もしダメでもハルカを紹介できますし!たぶん叔父上の好みだと思うんです」
「それは…うん、わかった。楽しみにしてるよ。」
翌日、朝から登城し、数日ぶりの騎士団本部。
「副団長!おはようございます!お怪我良くなったのですか!?」
「騎士団辞めるって嘘ですよね!」
まだ本決まりではないが、騎士達の間でも広まっているか。
「聖女様がとても可愛らしい方だと聞いたんで、是非会ってみたいと思って来てしまった」
「副団長もオトコですね〜。
俺、昨日降臨された現場に居合わせたんですが、男のような服装でしたが、キリッとした美人でしたよ!
女性なのにぴったりとしたズボンで、怪我をしていたのか、ところどころ破れて肌が見えているのがなんとも言えませんでした…」
「あれにはドキッとしたよな!今日もズボンで来るかな?
俺はムチッとしたお尻がたまらなかった!」
「お前達…決して顔に出すなよ。今のお前達の顔は信頼もなにもないぞ」
はぁ、騎士は花形だというが、出会いもなければ、どうしてもこんな風になってしまう。
うちの団で聖女の護衛をするにあたって、こんな顔で対面したら目も当てられない。
さて、久しぶりの団員達と話し込んでいたらどうも来たようだ。
馬場の先から土煙を上げながらこちらに向かってくるのは黒い物体。
圧倒的に馬車より早い。下手したら早馬並みだ。
しかも移動する姿にブレもなく静かだ。
これが異世界の乗り物。
降りてきたのは鮮やかなオレンジ色の上衣に黒の体にぴったりしたズボン、目が痛くなるような黄色い靴を履いている。
容姿は、肩下まである髪がゆるくウェーブした明るい髪、しかし、根元は黒い。初めて見る髪色だ。
顔立ちもスッキリして少しツリ目がちでいかにも気が強そうだ。
赤い唇がいやに目を惹く。
団長が目配せして呼んでいる。
ついにミニーの検証か。
「リアム・クグロフと申します。この様な姿で申し訳ありません。」
「リアムは先日出現した魔獣討伐の時、ちょっと怪我をして休みにしていたんですが今日聖女様が闘技場に来る予定というのをどこからか嗅ぎつけて登城してきたんです。
せっかくなので、こいつにもクーマに乗せてもらえたらと思った次第で。」
「わざわざ来てくれたんですか?
ありがとうございます。お怪我はどんな感じなのですか?座れます?助手席より、後ろの席の方が乗りやすいと思います。とりあえずこの建物の周りでも走りますか?」
宰相がいち早く聖女の隣の席に乗り込み、後ろと言われたが入口の開け方がわからずにいたらピーピーと音がして自然と開かれた。

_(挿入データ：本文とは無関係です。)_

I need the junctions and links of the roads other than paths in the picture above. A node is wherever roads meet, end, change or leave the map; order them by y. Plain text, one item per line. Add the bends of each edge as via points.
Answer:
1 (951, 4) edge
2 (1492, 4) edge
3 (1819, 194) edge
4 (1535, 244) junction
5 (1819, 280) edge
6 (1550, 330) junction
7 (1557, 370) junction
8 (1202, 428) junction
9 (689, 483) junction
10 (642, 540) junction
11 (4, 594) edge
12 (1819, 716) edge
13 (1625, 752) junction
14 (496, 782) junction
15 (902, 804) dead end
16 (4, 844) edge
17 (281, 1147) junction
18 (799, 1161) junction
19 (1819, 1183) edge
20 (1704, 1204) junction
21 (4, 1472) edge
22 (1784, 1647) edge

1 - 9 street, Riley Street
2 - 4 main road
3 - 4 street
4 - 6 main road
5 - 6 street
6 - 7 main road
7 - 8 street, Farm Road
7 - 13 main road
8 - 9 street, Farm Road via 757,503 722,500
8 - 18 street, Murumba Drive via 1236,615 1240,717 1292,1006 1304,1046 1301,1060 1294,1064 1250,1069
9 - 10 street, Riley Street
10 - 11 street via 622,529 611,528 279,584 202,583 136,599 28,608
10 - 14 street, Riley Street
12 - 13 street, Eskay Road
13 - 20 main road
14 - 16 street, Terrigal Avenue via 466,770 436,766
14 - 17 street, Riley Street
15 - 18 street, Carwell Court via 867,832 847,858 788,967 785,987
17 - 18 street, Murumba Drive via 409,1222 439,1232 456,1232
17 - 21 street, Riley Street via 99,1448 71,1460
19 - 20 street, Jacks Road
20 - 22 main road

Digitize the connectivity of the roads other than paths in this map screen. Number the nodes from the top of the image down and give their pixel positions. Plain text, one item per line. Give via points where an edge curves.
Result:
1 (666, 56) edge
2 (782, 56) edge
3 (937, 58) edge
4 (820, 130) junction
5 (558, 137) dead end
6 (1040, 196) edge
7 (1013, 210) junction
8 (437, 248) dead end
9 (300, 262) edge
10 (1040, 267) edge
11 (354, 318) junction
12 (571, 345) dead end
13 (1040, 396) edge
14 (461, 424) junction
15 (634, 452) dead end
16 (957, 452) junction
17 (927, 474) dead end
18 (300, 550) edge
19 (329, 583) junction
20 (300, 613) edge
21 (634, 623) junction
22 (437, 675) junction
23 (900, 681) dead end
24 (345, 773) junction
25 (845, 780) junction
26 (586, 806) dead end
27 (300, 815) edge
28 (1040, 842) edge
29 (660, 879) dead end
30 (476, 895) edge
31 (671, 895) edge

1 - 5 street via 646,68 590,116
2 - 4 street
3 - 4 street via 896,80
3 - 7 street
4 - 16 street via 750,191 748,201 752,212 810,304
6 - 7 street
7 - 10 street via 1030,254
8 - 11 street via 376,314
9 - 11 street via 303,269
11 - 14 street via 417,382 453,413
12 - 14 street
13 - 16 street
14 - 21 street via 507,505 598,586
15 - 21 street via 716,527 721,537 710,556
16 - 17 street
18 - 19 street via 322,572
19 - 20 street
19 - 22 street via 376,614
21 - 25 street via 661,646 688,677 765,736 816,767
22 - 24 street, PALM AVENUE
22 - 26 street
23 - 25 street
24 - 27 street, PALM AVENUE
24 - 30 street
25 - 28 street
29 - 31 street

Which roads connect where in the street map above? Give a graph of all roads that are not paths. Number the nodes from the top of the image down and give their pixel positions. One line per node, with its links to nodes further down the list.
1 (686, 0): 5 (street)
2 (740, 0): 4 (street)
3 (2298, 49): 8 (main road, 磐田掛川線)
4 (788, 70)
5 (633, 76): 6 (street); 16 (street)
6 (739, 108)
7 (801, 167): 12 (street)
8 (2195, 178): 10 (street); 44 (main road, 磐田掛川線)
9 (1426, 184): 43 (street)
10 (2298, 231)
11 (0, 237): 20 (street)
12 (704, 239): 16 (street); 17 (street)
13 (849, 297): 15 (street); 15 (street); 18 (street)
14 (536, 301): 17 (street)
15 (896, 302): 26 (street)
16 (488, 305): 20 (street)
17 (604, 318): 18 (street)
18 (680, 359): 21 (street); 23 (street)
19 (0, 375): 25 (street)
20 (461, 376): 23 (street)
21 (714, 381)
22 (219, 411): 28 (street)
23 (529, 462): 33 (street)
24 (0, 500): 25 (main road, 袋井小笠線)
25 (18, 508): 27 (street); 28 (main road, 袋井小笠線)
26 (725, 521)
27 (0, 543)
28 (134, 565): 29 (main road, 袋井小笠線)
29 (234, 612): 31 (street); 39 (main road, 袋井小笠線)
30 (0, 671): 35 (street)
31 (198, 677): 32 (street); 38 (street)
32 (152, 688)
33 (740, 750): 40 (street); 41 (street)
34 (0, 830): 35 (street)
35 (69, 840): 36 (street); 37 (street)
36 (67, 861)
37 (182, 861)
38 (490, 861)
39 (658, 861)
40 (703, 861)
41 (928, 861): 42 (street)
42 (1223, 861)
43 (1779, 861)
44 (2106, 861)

とりあえず中に見える席に乗り込んだら聖女が体を固定する『しーとべると』なるものをはめてくれ、その時、触れ合いそうな程至近距離に聖女の頭があり、初めて嗅ぐ甘くいい香りに胸が詰まった。
ドアがまた勝手に閉まり、気がつけばとても暖かな空間で、足の痛みが徐々に引いていくのがわかった。乗り心地も馬車とは比べ物にならないくらい揺れもなく静か。椅子も背中や尻が包み込まれるかのような座り心地の良さに目を見張る。
闘技場から馬場を1周して戻るまでには痛みも違和感もない程回復していた。
到着後、団長に怪我の様子を確認され、いつも以上に調子がいいと正直に伝えた。
聖女はミニーに治癒の効果がある事を知らないようだった。この世界に来てからの効果のようだ。
これから聖女の持久力を測るという事で闘技場から馬場を2周する事になり、私と数名で走る予定が、団員全員が参加する事になり団長が静かに冷気を放っていた。
一緒に走ってみて驚いたのが、スピード。
我々騎士は毎日走っているのである程度速く走れるのは当たり前だが、それに近いスピードで会話しながら走っている。
聞くと、『じむ』というところでよく走っているようだ。
騎士団のいつものスピードが知りたいというのが聞こえ、団員がいつもにはない張り切った姿で駆け抜けていく。
その姿だけならさすが花形騎士と言われるだろう。
全員の予想以上に早いスピードでハルカは2周を駆け抜けたが、その姿は爽やかそのもの。多少息切れはしているが、だまだ走れるといった様子だ。
今回の持久力の目的が逃走する為のものと知り不安になったのか、明日からも早朝の走り込みに一緒に参加する事になった。
明日から毎日会えるのが今から楽しみだ。
そうと決まれば、騎士団総長に異動の内示を取り消してもらわねば。